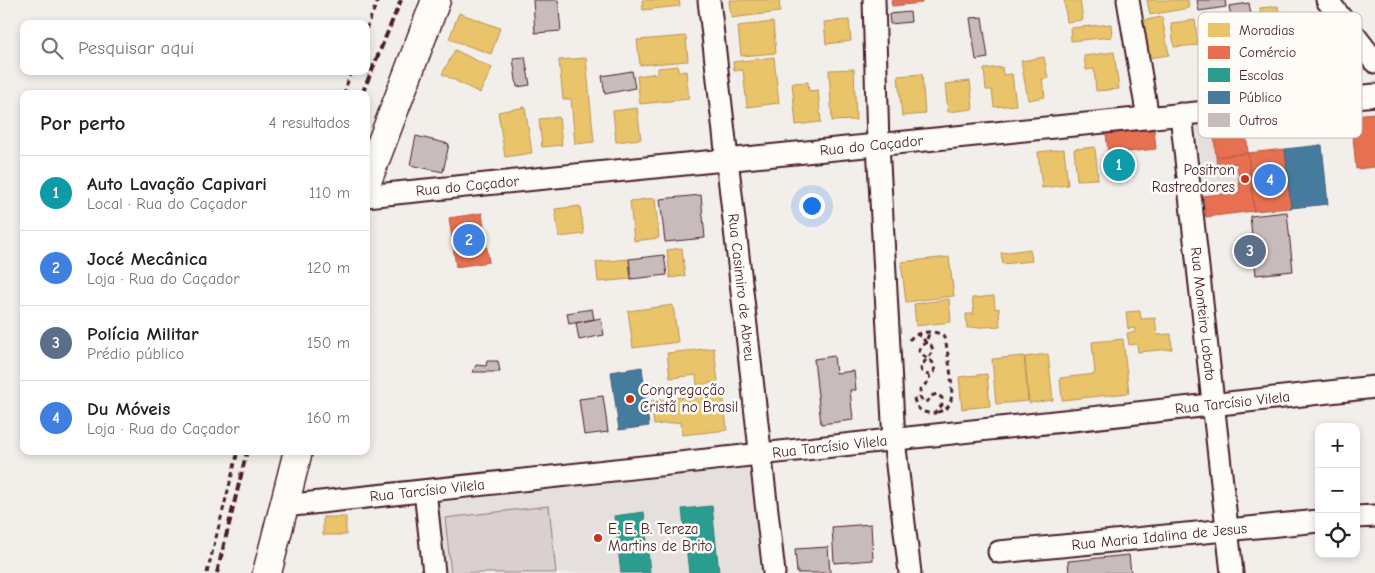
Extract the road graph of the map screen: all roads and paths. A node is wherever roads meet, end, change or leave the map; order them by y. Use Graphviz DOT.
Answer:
graph roads {
  1 [pos="378,0"];
  2 [pos="436,0"];
  3 [pos="709,0"];
  4 [pos="874,0"];
  5 [pos="1128,0"];
  6 [pos="1327,0"];
  7 [pos="1336,12"];
  8 [pos="370,20"];
  9 [pos="1362,45"];
  10 [pos="1375,62"];
  11 [pos="350,75"];
  12 [pos="345,90"];
  13 [pos="1375,95"];
  14 [pos="1362,96"];
  15 [pos="1198,112"];
  16 [pos="1181,114"];
  17 [pos="1148,118"];
  18 [pos="878,144"];
  19 [pos="727,160"];
  20 [pos="370,173"];
  21 [pos="370,196"];
  22 [pos="933,332"];
  23 [pos="915,334"];
  24 [pos="926,343"];
  25 [pos="907,346"];
  26 [pos="927,359"];
  27 [pos="930,375"];
  28 [pos="1375,387"];
  29 [pos="913,389"];
  30 [pos="1214,405"];
  31 [pos="935,413"];
  32 [pos="894,440"];
  33 [pos="761,454"];
  34 [pos="237,455"];
  35 [pos="297,455"];
  36 [pos="425,491"];
  37 [pos="284,506"];
  38 [pos="1375,516"];
  39 [pos="1360,518"];
  40 [pos="1315,521"];
  41 [pos="1227,530"];
  42 [pos="1000,552"];
  43 [pos="207,573"];
  44 [pos="267,573"];
  45 [pos="434,573"];
  46 [pos="774,573"];
  47 [pos="910,573"];
  48 [pos="1232,573"];
  1 -- 8 [label="path"];
  2 -- 20 [label="main road"];
  3 -- 19 [label="street, Rua Casimiro de Abreu"];
  4 -- 18 [label="street"];
  5 -- 17 [label="street"];
  6 -- 7 [label="street"];
  9 -- 10 [label="street"];
  11 -- 12 [label="path"];
  13 -- 14 [label="street, Rua do Caçador"];
  15 -- 16 [label="street, Rua do Caçador"];
  16 -- 17 [label="street, Rua do Caçador"];
  16 -- 30 [label="street, Rua Monteiro Lobato"];
  17 -- 18 [label="street, Rua do Caçador"];
  18 -- 19 [label="street, Rua do Caçador"];
  18 -- 32 [label="street"];
  19 -- 21 [label="street, Rua do Caçador"];
  19 -- 33 [label="street, Rua Casimiro de Abreu"];
  22 -- 23 [label="path"];
  22 -- 24 [label="path"];
  22 -- 31 [label="path"];
  23 -- 24 [label="path"];
  23 -- 25 [label="path"];
  24 -- 26 [label="path"];
  24 -- 26 [label="path"];
  26 -- 27 [label="path"];
  26 -- 27 [label="path"];
  27 -- 31 [label="path"];
  28 -- 30 [label="street, Rua Tarcísio Vilela"];
  29 -- 31 [label="path"];
  30 -- 32 [label="street, Rua Tarcísio Vilela"];
  30 -- 41 [label="street, Rua Monteiro Lobato"];
  32 -- 33 [label="street, Rua Tarcísio Vilela"];
  32 -- 47 [label="street"];
  33 -- 36 [label="street, Rua Tarcísio Vilela"];
  33 -- 46 [label="street, Rua Casimiro de Abreu"];
  34 -- 43 [label="path"];
  35 -- 37 [label="main road"];
  36 -- 37 [label="street, Rua Tarcísio Vilela"];
  36 -- 45 [label="street"];
  37 -- 44 [label="main road"];
  38 -- 39 [label="street"];
  40 -- 41 [label="street, Rua Maria Idalina de Jesus"];
  41 -- 42 [label="street, Rua Maria Idalina de Jesus"];
  41 -- 48 [label="street, Rua Monteiro Lobato"];
}
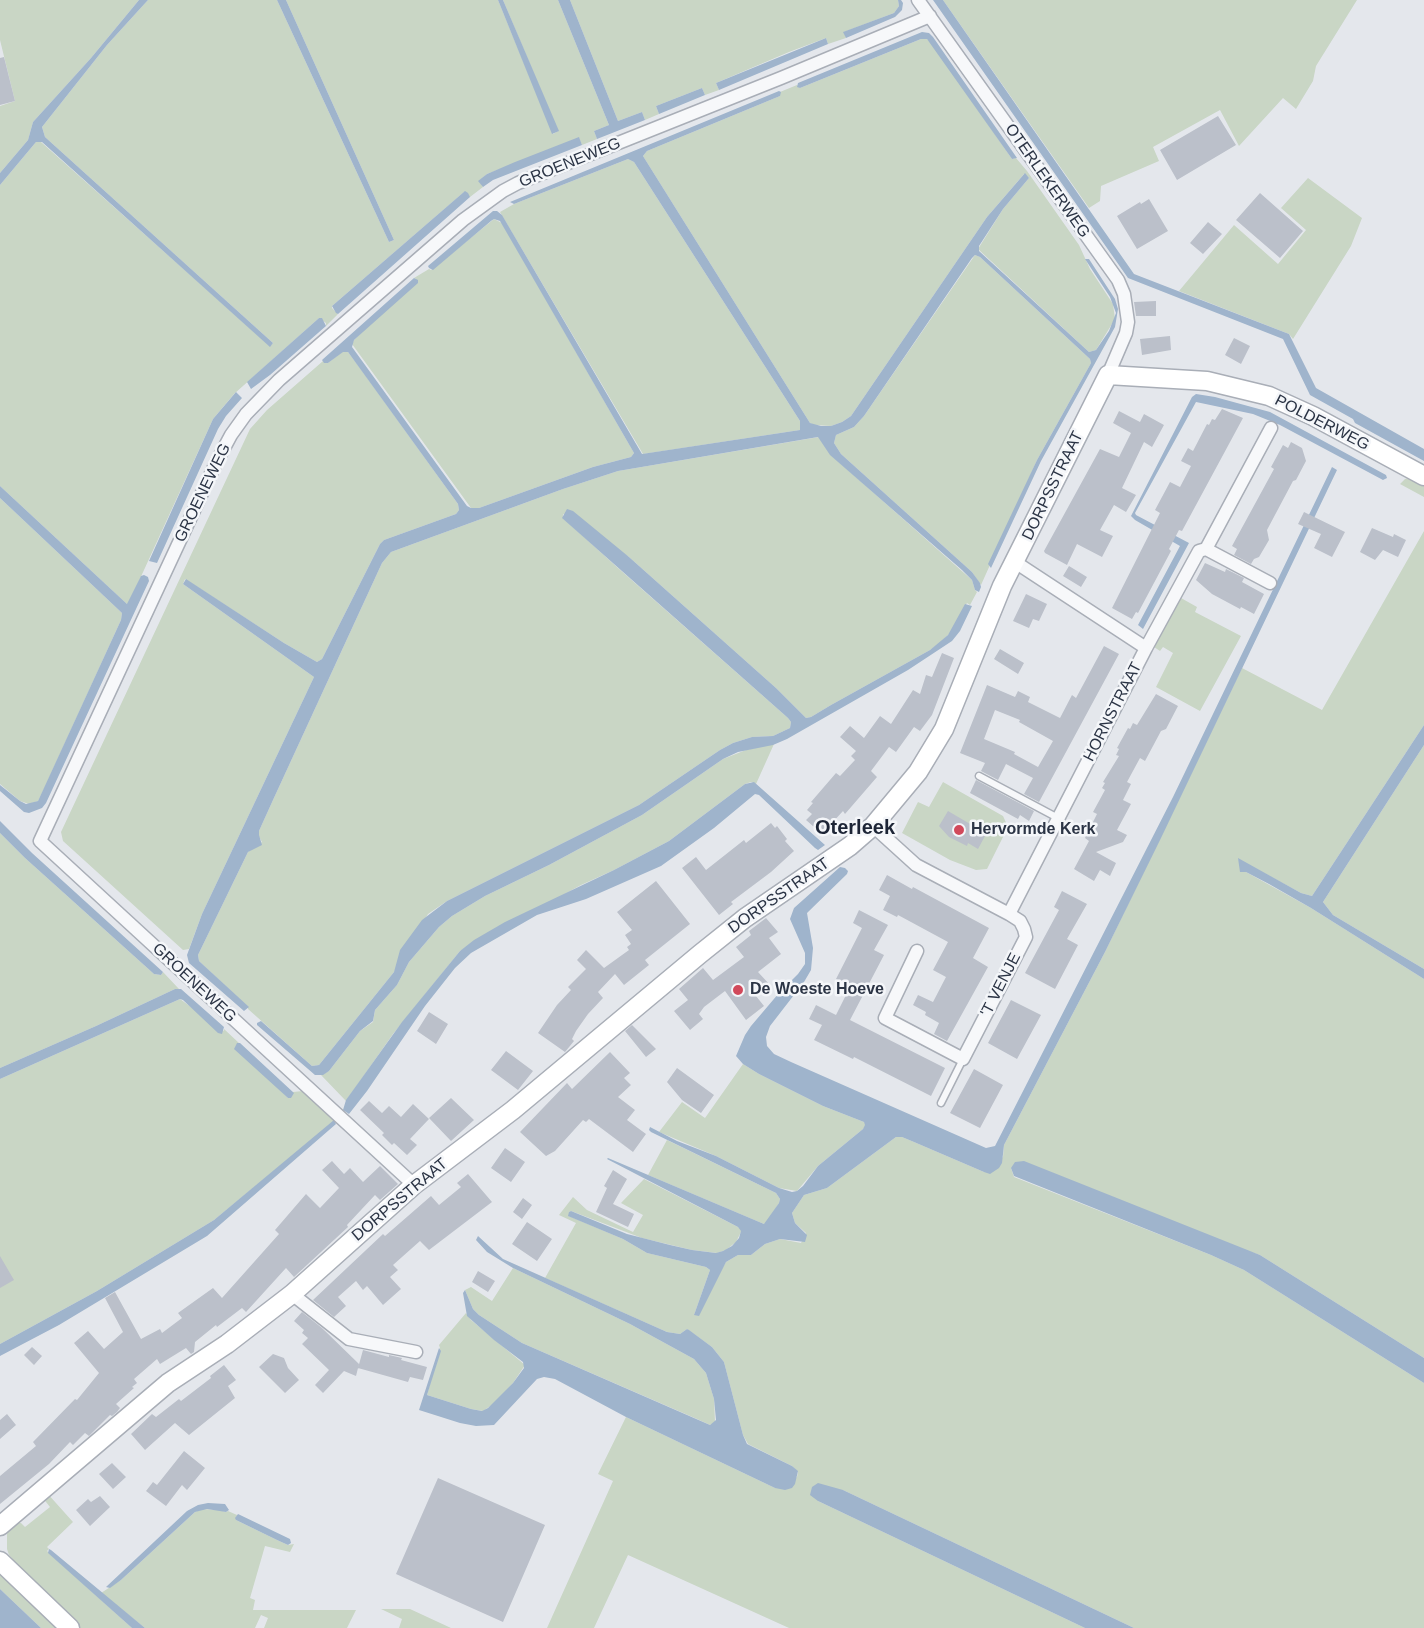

Exercise description: Print all the records exactly, minus any images.

Exercise response:
Extract the road graph of the map screen: all roads and paths. A node is wherever roads meet, end, change or leave the map; order them by y. Use Graphviz DOT.
Answer:
graph roads {
  1 [pos="378,0"];
  2 [pos="436,0"];
  3 [pos="709,0"];
  4 [pos="874,0"];
  5 [pos="1128,0"];
  6 [pos="1327,0"];
  7 [pos="1336,12"];
  8 [pos="370,20"];
  9 [pos="1362,45"];
  10 [pos="1375,62"];
  11 [pos="350,75"];
  12 [pos="345,90"];
  13 [pos="1375,95"];
  14 [pos="1362,96"];
  15 [pos="1198,112"];
  16 [pos="1181,114"];
  17 [pos="1148,118"];
  18 [pos="878,144"];
  19 [pos="727,160"];
  20 [pos="370,173"];
  21 [pos="370,196"];
  22 [pos="933,332"];
  23 [pos="915,334"];
  24 [pos="926,343"];
  25 [pos="907,346"];
  26 [pos="927,359"];
  27 [pos="930,375"];
  28 [pos="1375,387"];
  29 [pos="913,389"];
  30 [pos="1214,405"];
  31 [pos="935,413"];
  32 [pos="894,440"];
  33 [pos="761,454"];
  34 [pos="237,455"];
  35 [pos="297,455"];
  36 [pos="425,491"];
  37 [pos="284,506"];
  38 [pos="1375,516"];
  39 [pos="1360,518"];
  40 [pos="1315,521"];
  41 [pos="1227,530"];
  42 [pos="1000,552"];
  43 [pos="207,573"];
  44 [pos="267,573"];
  45 [pos="434,573"];
  46 [pos="774,573"];
  47 [pos="910,573"];
  48 [pos="1232,573"];
  1 -- 8 [label="path"];
  2 -- 20 [label="main road"];
  3 -- 19 [label="street, Rua Casimiro de Abreu"];
  4 -- 18 [label="street"];
  5 -- 17 [label="street"];
  6 -- 7 [label="street"];
  9 -- 10 [label="street"];
  11 -- 12 [label="path"];
  13 -- 14 [label="street, Rua do Caçador"];
  15 -- 16 [label="street, Rua do Caçador"];
  16 -- 17 [label="street, Rua do Caçador"];
  16 -- 30 [label="street, Rua Monteiro Lobato"];
  17 -- 18 [label="street, Rua do Caçador"];
  18 -- 19 [label="street, Rua do Caçador"];
  18 -- 32 [label="street"];
  19 -- 21 [label="street, Rua do Caçador"];
  19 -- 33 [label="street, Rua Casimiro de Abreu"];
  22 -- 23 [label="path"];
  22 -- 24 [label="path"];
  22 -- 31 [label="path"];
  23 -- 24 [label="path"];
  23 -- 25 [label="path"];
  24 -- 26 [label="path"];
  24 -- 26 [label="path"];
  26 -- 27 [label="path"];
  26 -- 27 [label="path"];
  27 -- 31 [label="path"];
  28 -- 30 [label="street, Rua Tarcísio Vilela"];
  29 -- 31 [label="path"];
  30 -- 32 [label="street, Rua Tarcísio Vilela"];
  30 -- 41 [label="street, Rua Monteiro Lobato"];
  32 -- 33 [label="street, Rua Tarcísio Vilela"];
  32 -- 47 [label="street"];
  33 -- 36 [label="street, Rua Tarcísio Vilela"];
  33 -- 46 [label="street, Rua Casimiro de Abreu"];
  34 -- 43 [label="path"];
  35 -- 37 [label="main road"];
  36 -- 37 [label="street, Rua Tarcísio Vilela"];
  36 -- 45 [label="street"];
  37 -- 44 [label="main road"];
  38 -- 39 [label="street"];
  40 -- 41 [label="street, Rua Maria Idalina de Jesus"];
  41 -- 42 [label="street, Rua Maria Idalina de Jesus"];
  41 -- 48 [label="street, Rua Monteiro Lobato"];
}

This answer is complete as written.